- **Work required**
Show each line of the records below where the word "Marchisiellio" occurs.

Extracted data entries
══════════════════════════════
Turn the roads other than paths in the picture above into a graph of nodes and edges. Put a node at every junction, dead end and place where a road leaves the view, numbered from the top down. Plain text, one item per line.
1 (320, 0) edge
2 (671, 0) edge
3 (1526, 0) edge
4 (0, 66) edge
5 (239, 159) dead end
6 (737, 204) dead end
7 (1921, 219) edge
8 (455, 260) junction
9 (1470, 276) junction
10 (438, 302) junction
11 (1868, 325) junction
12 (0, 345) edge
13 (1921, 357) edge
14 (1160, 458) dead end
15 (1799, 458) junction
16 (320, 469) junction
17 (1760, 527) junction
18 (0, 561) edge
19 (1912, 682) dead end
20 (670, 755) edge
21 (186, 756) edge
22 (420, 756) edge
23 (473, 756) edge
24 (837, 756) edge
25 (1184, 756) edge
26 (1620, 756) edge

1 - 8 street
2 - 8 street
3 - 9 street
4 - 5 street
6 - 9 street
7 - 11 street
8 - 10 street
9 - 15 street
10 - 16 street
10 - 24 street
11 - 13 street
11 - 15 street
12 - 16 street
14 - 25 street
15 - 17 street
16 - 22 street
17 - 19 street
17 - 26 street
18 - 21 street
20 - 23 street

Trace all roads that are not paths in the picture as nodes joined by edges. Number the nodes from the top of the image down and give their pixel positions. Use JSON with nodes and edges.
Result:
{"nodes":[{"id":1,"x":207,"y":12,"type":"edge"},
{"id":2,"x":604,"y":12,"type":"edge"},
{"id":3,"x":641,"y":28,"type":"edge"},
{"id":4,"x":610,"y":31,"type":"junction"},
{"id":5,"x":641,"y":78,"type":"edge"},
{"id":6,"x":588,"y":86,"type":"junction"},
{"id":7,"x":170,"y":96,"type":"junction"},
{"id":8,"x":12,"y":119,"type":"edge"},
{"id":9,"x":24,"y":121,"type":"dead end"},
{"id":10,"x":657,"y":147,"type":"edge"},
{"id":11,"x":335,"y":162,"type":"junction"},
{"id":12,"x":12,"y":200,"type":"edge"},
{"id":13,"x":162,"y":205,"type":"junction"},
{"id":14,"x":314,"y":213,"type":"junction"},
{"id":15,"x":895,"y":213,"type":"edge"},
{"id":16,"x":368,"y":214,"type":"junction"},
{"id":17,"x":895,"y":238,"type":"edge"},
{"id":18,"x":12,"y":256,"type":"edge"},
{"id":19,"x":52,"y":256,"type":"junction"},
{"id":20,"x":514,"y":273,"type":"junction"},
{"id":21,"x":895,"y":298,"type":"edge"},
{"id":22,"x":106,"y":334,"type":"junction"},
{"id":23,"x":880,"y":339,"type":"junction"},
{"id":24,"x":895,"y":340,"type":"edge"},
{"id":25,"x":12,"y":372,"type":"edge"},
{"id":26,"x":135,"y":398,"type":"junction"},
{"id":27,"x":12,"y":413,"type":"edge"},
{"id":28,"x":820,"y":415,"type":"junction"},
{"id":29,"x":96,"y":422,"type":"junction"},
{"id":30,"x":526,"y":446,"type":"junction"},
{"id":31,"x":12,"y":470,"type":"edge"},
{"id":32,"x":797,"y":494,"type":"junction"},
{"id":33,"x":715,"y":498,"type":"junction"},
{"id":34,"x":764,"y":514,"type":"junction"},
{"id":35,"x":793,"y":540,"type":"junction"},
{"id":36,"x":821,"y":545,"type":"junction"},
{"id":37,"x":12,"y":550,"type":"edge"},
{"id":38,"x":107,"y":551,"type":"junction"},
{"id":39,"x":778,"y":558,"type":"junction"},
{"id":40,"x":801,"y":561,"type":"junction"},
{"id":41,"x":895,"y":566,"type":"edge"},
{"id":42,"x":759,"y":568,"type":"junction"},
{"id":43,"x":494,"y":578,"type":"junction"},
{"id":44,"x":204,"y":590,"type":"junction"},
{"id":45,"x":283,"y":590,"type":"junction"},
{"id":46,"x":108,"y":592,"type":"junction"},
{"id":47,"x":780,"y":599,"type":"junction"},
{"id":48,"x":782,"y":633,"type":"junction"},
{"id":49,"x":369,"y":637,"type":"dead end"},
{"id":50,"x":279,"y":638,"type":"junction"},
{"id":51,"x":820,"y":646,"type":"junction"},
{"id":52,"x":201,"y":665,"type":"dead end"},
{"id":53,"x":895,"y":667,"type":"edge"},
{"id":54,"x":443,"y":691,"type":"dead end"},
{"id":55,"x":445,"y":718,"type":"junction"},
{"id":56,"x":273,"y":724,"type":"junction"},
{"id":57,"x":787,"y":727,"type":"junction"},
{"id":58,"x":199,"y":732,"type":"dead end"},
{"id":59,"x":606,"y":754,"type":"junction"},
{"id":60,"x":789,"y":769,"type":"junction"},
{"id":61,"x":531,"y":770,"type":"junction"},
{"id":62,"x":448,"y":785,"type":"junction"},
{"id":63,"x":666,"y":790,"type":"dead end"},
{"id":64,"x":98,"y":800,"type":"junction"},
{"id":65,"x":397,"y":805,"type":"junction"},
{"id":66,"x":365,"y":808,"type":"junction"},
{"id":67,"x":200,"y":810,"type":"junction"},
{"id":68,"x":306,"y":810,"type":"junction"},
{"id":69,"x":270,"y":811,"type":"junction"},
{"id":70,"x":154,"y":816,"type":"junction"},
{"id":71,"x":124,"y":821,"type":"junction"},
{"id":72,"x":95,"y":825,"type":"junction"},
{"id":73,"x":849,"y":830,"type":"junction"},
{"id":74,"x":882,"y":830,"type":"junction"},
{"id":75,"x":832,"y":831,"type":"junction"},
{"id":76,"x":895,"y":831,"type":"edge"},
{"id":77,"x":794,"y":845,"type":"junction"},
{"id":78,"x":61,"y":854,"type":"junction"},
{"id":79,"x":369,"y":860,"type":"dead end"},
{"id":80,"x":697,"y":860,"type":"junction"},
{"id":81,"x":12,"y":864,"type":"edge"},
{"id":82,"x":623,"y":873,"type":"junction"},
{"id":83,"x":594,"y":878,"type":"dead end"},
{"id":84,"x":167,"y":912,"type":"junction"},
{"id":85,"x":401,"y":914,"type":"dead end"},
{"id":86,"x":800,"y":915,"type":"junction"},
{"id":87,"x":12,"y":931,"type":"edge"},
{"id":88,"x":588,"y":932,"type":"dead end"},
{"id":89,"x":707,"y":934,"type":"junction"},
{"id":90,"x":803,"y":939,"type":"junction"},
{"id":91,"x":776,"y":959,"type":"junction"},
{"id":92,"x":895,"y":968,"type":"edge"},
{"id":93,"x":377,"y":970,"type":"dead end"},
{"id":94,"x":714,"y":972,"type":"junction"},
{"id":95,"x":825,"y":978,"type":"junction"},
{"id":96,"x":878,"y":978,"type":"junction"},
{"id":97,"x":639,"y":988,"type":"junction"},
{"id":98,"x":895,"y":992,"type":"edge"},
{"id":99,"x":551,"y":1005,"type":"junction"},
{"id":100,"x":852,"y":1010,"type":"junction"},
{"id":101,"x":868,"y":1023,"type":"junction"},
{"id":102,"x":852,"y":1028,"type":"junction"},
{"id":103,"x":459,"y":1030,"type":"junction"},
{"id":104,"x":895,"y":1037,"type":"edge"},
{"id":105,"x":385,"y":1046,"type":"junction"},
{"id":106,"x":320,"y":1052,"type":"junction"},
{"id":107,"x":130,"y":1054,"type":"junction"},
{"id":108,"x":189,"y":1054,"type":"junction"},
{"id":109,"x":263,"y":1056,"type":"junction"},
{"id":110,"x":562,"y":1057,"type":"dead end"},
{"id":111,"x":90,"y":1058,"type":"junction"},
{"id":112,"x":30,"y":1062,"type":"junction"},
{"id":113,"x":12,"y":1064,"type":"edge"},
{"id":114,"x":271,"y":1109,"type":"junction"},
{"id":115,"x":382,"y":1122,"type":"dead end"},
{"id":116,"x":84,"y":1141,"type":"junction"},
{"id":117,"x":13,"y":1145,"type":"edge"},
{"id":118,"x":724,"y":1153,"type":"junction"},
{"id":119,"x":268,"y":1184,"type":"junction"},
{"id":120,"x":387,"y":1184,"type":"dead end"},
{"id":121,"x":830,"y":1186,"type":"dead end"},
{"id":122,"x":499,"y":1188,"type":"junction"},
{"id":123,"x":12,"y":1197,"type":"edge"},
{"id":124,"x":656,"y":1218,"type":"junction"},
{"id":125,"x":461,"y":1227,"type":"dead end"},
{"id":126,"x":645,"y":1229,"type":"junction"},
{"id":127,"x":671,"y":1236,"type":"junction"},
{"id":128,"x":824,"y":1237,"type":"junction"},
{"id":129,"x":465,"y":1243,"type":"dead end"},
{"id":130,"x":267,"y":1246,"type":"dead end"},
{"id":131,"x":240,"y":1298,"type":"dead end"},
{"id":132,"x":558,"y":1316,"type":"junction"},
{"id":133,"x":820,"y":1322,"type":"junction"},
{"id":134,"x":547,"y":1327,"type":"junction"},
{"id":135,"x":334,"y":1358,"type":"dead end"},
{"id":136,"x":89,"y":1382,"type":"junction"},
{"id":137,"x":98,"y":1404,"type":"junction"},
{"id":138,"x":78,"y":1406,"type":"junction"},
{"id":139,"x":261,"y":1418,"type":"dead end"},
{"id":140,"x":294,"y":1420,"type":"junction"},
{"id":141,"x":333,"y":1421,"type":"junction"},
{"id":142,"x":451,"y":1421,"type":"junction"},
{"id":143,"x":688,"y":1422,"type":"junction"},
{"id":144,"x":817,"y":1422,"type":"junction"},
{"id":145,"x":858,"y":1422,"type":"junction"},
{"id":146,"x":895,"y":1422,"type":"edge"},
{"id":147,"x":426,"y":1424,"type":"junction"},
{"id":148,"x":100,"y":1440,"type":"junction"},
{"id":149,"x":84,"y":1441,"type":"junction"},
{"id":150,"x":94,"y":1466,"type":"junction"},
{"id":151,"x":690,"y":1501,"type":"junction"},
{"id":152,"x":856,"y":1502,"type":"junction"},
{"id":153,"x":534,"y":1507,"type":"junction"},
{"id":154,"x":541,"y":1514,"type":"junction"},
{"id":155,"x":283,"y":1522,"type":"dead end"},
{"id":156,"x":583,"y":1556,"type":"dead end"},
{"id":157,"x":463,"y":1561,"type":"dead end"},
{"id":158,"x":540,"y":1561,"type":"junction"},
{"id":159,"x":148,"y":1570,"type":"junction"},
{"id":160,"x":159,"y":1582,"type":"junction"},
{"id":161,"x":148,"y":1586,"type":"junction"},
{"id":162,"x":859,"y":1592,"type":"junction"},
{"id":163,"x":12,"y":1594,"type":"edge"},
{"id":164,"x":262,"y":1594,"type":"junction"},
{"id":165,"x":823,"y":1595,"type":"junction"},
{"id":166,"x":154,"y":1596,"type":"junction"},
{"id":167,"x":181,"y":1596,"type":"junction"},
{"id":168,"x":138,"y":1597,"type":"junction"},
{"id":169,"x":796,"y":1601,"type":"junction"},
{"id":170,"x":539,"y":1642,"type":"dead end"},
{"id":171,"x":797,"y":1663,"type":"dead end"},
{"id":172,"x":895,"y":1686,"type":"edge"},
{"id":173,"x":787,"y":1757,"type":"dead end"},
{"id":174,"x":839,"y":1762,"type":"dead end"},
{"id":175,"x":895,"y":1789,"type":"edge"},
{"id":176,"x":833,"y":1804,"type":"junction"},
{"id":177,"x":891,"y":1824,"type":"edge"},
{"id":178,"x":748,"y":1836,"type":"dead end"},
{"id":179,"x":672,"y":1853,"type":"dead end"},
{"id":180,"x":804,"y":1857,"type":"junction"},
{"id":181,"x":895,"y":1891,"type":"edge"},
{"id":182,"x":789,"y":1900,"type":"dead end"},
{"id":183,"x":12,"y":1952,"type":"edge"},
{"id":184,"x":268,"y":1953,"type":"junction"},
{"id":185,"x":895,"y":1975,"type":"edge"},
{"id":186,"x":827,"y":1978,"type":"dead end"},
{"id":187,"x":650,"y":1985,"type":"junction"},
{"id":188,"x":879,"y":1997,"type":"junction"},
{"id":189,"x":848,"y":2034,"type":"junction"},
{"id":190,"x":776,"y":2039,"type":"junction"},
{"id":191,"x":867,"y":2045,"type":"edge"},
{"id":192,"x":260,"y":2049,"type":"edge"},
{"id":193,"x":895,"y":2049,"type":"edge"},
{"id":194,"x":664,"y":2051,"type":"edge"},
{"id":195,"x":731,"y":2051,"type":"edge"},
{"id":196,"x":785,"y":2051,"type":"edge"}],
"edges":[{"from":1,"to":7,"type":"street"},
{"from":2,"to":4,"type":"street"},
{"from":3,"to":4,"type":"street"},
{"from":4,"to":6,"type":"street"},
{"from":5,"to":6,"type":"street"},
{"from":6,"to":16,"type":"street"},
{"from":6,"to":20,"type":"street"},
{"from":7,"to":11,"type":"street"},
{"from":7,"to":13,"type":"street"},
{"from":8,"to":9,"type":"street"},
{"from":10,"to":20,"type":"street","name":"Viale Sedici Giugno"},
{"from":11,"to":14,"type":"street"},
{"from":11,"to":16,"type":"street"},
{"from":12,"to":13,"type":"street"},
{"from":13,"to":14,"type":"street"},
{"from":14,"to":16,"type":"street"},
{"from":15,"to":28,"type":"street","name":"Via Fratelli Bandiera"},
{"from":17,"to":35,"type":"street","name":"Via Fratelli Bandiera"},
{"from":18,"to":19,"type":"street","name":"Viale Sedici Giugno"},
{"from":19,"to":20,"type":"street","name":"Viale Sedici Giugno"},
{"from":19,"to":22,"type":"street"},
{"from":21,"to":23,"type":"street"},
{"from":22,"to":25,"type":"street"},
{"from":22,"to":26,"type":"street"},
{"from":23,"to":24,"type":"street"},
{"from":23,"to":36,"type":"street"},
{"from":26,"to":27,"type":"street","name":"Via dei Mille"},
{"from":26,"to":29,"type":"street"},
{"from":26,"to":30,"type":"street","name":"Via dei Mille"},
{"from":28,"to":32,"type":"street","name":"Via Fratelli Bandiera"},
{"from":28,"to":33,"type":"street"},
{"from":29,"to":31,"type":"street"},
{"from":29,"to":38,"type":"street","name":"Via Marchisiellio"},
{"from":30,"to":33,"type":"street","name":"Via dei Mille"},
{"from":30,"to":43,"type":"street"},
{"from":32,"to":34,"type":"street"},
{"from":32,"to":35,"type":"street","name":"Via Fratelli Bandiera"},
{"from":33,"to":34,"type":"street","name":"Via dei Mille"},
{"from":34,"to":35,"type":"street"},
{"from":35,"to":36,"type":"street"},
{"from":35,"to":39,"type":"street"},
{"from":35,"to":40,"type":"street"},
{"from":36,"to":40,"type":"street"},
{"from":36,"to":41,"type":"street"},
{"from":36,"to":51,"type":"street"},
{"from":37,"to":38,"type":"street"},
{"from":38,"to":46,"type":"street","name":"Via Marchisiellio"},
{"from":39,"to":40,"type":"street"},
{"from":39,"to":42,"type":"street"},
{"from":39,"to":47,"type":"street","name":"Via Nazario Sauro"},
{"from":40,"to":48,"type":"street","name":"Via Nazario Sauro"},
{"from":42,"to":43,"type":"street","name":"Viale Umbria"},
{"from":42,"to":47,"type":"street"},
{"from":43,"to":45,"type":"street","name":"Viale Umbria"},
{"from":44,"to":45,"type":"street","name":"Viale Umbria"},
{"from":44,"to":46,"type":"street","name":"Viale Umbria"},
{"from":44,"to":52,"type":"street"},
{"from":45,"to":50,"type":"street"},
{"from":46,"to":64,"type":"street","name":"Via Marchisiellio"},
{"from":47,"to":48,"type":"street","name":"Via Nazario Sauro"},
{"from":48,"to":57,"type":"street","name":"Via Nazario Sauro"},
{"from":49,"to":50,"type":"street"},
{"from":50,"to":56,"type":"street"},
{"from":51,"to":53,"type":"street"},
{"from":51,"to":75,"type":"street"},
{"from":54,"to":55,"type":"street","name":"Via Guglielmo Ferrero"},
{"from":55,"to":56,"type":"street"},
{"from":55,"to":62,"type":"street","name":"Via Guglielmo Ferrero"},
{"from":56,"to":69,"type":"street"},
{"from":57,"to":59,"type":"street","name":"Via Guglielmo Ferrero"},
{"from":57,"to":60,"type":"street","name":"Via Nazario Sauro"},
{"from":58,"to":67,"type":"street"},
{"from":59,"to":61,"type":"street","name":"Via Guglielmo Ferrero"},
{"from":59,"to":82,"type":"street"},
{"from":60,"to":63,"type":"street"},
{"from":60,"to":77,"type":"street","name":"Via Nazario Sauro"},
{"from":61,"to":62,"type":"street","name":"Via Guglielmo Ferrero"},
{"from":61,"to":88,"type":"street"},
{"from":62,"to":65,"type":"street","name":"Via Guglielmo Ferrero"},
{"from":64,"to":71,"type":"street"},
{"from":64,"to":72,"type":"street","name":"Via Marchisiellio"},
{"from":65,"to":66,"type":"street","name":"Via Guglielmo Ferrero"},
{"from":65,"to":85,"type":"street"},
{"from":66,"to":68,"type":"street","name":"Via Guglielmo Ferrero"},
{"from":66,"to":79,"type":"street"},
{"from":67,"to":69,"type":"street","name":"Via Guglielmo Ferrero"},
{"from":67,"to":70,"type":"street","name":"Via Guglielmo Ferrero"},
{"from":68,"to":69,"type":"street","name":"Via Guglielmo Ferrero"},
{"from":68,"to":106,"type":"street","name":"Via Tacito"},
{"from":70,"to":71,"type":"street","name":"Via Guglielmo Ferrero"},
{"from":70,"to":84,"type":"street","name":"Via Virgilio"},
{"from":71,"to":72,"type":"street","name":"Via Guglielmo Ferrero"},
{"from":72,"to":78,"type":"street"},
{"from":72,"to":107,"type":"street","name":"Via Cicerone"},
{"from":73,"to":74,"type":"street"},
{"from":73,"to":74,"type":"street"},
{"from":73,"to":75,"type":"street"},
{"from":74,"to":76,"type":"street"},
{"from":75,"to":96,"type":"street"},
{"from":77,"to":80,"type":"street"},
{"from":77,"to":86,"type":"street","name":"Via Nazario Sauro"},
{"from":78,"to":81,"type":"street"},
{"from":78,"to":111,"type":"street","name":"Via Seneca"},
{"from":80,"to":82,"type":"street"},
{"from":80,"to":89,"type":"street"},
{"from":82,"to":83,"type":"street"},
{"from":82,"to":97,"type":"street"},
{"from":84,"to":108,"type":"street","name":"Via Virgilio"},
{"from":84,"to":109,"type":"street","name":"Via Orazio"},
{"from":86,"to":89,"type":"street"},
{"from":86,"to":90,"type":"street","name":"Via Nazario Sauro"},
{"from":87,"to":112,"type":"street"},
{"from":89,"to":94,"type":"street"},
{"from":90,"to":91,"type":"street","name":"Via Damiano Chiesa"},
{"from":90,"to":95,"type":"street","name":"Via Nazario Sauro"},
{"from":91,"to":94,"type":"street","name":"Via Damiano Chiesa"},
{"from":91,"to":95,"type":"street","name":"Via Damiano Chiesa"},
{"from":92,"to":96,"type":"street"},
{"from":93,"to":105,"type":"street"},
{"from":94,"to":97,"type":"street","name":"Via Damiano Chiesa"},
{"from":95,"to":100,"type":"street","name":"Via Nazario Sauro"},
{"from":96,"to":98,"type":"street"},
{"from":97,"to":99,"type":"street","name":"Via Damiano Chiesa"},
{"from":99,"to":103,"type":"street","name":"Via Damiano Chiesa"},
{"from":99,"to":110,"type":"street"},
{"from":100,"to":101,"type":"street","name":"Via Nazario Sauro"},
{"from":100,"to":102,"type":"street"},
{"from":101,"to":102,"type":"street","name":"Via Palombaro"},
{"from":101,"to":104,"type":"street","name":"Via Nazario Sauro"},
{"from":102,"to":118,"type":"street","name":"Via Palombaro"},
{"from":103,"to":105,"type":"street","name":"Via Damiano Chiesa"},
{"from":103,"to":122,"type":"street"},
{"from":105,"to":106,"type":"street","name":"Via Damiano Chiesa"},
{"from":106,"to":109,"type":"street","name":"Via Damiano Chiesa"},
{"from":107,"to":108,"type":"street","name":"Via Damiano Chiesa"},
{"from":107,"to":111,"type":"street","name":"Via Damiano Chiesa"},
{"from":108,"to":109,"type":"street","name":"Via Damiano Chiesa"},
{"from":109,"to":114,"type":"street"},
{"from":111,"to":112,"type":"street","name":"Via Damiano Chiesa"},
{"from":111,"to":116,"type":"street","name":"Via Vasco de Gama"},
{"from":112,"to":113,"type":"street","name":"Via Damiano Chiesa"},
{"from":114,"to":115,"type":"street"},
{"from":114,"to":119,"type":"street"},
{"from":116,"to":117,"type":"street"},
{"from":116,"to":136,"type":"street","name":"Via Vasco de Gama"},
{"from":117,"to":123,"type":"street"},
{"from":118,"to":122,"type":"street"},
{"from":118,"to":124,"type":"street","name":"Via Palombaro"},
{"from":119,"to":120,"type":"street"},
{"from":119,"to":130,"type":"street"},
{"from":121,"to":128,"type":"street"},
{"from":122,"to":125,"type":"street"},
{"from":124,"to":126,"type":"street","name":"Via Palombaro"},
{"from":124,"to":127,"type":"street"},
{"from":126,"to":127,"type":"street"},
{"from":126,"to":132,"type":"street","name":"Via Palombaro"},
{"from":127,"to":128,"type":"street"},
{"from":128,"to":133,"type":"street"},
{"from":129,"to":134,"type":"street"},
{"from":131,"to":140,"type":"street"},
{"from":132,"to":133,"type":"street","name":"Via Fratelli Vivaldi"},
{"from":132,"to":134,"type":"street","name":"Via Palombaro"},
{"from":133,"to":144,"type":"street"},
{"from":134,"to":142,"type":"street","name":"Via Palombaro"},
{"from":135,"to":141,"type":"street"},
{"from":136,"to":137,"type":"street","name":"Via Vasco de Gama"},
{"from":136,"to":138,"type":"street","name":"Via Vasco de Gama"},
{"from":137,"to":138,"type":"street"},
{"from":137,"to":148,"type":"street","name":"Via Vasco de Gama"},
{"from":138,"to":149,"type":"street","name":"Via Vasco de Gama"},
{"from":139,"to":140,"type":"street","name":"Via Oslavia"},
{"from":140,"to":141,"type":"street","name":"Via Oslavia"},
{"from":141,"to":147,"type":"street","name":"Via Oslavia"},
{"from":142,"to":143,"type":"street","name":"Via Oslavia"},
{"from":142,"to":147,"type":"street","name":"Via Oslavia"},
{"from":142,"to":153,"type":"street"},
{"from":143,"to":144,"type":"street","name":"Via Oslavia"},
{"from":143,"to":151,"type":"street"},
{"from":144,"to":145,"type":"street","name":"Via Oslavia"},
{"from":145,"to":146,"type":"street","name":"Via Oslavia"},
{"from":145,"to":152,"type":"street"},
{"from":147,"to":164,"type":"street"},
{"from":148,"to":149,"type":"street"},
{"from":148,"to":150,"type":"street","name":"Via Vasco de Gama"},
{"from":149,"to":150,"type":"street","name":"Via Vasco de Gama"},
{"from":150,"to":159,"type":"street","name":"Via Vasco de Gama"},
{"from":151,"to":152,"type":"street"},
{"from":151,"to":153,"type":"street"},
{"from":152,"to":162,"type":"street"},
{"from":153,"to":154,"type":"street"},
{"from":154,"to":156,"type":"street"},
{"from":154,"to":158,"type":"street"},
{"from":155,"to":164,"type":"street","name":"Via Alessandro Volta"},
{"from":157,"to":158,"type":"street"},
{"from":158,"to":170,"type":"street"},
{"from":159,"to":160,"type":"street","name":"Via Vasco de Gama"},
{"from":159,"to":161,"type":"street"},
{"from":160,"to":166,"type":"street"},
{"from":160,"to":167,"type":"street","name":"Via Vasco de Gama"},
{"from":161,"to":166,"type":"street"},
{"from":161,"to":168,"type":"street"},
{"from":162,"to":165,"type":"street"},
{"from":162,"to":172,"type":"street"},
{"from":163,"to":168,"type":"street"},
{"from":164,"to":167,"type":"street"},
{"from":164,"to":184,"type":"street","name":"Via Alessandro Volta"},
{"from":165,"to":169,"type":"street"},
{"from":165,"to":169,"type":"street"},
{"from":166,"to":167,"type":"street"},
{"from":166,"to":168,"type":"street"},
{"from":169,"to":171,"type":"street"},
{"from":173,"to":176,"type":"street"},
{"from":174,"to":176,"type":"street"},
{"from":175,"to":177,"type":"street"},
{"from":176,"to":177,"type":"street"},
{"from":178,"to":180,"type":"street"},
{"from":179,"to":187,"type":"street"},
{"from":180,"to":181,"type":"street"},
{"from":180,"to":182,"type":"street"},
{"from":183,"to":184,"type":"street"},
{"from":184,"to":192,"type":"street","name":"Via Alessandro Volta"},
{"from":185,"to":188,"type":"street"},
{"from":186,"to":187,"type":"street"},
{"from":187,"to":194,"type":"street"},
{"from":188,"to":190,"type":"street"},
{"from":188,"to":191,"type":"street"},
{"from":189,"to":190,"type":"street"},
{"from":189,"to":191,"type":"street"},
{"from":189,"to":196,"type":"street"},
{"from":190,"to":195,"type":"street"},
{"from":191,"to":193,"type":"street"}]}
══════════════════════════════
- **Answer area**
{"from":29,"to":38,"type":"street","name":"Via Marchisiellio"},
{"from":38,"to":46,"type":"street","name":"Via Marchisiellio"},
{"from":46,"to":64,"type":"street","name":"Via Marchisiellio"},
{"from":64,"to":72,"type":"street","name":"Via Marchisiellio"},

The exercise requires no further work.